# DATA SHOWN:
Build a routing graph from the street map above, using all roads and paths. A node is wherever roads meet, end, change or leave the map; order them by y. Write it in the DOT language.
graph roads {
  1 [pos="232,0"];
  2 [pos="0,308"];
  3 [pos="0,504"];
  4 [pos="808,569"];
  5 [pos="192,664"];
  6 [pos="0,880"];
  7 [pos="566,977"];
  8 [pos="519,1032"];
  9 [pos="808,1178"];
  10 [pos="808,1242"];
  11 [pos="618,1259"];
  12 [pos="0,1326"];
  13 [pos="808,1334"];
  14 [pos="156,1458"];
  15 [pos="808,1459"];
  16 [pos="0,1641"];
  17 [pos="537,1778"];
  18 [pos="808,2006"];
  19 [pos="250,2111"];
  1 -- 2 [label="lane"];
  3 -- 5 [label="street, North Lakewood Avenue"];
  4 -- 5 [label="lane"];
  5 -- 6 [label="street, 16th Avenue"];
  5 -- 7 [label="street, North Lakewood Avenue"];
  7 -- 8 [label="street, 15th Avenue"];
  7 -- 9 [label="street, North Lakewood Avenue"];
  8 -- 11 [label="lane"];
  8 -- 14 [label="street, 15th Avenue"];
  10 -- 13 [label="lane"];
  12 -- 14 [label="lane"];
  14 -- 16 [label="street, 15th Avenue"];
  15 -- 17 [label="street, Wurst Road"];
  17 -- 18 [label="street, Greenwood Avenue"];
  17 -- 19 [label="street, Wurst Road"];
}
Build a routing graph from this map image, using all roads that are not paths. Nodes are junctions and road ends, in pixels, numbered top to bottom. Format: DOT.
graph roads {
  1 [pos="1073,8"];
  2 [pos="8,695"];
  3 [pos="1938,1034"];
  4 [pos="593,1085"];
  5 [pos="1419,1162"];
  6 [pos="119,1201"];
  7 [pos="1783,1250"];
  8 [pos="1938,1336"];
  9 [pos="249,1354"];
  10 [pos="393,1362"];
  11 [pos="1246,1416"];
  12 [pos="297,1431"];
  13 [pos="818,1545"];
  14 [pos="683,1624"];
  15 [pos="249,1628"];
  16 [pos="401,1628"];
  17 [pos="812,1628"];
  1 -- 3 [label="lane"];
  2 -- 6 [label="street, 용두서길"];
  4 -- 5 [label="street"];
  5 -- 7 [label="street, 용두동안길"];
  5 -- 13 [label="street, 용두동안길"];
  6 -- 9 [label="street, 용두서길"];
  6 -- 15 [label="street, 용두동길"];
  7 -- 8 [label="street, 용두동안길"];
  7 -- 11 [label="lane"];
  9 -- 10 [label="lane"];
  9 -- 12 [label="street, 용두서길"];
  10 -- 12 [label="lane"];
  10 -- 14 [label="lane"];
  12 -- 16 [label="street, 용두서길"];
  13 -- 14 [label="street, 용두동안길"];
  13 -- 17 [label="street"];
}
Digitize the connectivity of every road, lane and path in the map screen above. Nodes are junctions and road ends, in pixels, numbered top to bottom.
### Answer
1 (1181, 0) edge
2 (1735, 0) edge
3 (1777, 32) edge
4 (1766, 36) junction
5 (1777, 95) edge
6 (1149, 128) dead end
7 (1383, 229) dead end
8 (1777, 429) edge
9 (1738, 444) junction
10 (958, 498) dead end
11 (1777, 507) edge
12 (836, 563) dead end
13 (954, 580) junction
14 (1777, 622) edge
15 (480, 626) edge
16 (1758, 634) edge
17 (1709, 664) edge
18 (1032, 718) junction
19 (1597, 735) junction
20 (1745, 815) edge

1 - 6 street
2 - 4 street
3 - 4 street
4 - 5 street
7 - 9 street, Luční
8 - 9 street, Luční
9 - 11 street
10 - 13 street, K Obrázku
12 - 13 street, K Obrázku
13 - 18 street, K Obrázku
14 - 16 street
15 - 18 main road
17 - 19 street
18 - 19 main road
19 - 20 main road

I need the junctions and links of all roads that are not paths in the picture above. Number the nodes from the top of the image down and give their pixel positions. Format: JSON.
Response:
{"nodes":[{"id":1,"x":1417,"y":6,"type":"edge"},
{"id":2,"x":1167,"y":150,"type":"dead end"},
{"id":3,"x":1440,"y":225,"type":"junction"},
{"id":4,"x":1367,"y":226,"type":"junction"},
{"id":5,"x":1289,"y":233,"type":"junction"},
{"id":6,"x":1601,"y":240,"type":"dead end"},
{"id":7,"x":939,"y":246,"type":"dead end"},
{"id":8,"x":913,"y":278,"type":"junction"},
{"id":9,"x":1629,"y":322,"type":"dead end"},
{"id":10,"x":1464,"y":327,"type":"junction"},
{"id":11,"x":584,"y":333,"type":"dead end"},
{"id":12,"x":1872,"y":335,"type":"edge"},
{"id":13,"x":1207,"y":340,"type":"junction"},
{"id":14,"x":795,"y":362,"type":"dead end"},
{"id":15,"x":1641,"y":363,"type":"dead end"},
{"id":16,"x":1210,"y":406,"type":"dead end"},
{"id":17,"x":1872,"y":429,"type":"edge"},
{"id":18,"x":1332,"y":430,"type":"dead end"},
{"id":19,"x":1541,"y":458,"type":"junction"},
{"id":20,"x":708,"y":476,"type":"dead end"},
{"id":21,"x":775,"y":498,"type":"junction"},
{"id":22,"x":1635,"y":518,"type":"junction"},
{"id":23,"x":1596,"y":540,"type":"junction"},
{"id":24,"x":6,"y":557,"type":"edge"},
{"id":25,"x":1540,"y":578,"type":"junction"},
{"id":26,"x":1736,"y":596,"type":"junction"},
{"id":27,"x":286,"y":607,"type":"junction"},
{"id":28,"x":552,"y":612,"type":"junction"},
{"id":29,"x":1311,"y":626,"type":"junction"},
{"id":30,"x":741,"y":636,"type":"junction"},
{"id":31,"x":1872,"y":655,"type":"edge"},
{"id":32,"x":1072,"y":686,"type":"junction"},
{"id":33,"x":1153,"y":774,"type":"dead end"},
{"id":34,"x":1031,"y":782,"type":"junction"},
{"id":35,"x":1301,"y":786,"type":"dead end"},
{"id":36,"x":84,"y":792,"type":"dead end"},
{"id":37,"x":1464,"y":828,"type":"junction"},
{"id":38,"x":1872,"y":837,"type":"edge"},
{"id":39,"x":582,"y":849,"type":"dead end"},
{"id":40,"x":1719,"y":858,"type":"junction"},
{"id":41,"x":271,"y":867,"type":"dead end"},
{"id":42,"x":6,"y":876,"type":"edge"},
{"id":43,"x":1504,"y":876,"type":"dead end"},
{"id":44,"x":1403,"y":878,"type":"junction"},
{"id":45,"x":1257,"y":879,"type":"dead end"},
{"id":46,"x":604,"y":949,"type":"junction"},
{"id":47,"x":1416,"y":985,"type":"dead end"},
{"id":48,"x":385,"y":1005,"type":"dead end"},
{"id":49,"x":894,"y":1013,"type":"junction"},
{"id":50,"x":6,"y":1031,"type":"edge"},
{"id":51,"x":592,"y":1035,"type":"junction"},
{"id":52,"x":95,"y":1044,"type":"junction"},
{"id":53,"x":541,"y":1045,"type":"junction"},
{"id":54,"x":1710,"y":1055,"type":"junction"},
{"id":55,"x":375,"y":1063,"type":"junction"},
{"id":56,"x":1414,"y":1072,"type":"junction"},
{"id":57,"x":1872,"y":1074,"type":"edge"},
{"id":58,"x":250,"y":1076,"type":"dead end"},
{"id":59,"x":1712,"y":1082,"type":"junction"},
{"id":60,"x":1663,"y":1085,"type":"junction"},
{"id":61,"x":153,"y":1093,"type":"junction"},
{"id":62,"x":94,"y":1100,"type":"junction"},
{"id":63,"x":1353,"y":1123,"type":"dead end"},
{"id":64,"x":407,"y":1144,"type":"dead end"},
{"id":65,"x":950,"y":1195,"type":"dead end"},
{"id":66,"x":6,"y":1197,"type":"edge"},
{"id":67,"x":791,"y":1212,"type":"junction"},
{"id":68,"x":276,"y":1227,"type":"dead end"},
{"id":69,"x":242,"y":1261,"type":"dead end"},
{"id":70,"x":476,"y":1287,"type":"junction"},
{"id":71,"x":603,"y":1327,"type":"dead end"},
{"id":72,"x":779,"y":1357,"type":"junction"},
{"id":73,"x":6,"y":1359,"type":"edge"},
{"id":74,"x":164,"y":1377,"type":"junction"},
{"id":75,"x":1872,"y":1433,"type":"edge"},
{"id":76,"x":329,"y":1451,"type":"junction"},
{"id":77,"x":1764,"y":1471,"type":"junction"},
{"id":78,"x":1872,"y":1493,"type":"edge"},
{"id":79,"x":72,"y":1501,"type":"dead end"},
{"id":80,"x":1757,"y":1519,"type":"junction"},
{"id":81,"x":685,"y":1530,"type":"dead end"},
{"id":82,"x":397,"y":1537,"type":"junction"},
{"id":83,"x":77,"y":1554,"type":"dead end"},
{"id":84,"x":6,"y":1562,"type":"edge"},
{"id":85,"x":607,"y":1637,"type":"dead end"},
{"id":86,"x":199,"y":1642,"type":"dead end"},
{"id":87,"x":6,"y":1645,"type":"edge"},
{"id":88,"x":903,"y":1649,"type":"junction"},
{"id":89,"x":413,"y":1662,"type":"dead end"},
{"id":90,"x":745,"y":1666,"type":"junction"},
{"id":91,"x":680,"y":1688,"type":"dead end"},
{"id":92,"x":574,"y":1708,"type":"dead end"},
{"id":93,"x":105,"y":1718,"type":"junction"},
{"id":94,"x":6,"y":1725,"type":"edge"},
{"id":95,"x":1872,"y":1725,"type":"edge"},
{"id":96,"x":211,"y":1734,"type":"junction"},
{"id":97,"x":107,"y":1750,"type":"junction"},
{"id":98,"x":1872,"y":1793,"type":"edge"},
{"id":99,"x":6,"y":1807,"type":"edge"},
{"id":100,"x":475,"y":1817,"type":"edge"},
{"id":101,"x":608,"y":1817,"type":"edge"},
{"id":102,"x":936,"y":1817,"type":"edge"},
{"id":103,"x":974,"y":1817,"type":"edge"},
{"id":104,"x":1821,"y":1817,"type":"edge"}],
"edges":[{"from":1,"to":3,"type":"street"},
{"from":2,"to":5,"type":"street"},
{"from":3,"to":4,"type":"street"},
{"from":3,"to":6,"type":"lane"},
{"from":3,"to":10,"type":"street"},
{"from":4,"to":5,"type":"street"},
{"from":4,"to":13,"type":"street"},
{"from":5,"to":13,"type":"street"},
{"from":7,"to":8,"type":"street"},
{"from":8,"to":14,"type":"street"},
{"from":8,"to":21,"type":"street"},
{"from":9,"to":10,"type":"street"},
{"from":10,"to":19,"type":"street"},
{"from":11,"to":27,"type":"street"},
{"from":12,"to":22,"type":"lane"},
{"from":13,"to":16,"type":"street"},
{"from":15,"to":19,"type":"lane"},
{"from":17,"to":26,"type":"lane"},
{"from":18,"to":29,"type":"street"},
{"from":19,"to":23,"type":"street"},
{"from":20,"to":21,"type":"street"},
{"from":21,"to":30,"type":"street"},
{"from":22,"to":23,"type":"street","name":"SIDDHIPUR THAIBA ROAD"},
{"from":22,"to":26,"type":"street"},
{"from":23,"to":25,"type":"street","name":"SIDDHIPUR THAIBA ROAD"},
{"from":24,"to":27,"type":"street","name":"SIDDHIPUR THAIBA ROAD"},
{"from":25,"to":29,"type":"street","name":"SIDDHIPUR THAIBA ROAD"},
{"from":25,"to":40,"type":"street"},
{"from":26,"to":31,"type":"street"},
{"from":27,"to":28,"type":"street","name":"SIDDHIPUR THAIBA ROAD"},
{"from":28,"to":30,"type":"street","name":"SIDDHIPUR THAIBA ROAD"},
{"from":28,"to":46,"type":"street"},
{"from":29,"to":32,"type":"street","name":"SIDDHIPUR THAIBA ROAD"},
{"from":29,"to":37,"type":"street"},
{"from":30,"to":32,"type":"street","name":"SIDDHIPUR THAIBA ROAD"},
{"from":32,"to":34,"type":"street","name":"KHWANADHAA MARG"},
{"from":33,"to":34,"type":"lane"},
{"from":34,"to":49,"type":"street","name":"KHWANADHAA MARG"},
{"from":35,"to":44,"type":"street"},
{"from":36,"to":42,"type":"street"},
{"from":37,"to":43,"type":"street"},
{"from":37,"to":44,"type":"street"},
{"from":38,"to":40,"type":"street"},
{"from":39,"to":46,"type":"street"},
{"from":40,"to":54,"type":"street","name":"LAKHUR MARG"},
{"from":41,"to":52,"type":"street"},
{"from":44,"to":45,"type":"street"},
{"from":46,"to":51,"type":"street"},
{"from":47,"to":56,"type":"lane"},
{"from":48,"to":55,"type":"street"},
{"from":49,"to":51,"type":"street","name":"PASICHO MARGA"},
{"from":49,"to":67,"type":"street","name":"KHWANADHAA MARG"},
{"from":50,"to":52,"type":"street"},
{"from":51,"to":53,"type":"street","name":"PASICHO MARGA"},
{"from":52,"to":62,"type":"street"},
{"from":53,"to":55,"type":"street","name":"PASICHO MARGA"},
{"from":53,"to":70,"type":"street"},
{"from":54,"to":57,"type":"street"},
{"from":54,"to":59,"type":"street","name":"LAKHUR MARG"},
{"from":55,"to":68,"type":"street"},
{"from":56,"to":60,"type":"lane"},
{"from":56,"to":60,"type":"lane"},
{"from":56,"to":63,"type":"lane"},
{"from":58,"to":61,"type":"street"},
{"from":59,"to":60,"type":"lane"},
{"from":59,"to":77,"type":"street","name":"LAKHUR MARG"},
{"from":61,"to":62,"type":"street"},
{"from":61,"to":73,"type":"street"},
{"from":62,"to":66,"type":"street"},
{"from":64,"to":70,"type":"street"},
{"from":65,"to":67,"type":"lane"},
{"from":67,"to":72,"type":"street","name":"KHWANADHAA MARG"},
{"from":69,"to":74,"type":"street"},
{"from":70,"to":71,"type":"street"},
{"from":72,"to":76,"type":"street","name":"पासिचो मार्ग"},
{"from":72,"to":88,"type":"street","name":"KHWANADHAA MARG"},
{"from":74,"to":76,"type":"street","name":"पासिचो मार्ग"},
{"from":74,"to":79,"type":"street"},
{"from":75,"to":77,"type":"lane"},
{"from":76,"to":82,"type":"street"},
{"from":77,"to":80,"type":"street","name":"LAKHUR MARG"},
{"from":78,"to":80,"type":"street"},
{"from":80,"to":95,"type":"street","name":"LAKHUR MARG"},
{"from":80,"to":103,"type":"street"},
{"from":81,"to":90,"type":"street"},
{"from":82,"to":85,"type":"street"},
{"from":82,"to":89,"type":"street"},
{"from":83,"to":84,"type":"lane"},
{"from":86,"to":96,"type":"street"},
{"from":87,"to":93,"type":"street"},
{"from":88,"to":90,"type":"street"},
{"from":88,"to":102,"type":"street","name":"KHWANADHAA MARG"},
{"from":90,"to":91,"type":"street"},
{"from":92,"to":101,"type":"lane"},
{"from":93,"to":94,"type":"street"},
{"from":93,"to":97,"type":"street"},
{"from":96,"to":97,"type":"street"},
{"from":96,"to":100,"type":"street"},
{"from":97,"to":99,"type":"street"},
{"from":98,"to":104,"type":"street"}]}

# WHAT YOU SHOULD DO:
Each line holding "용두동안길" in the records should be copied out.

# TASK OUTPUT:
  5 -- 7 [label="street, 용두동안길"];
  5 -- 13 [label="street, 용두동안길"];
  7 -- 8 [label="street, 용두동안길"];
  13 -- 14 [label="street, 용두동안길"];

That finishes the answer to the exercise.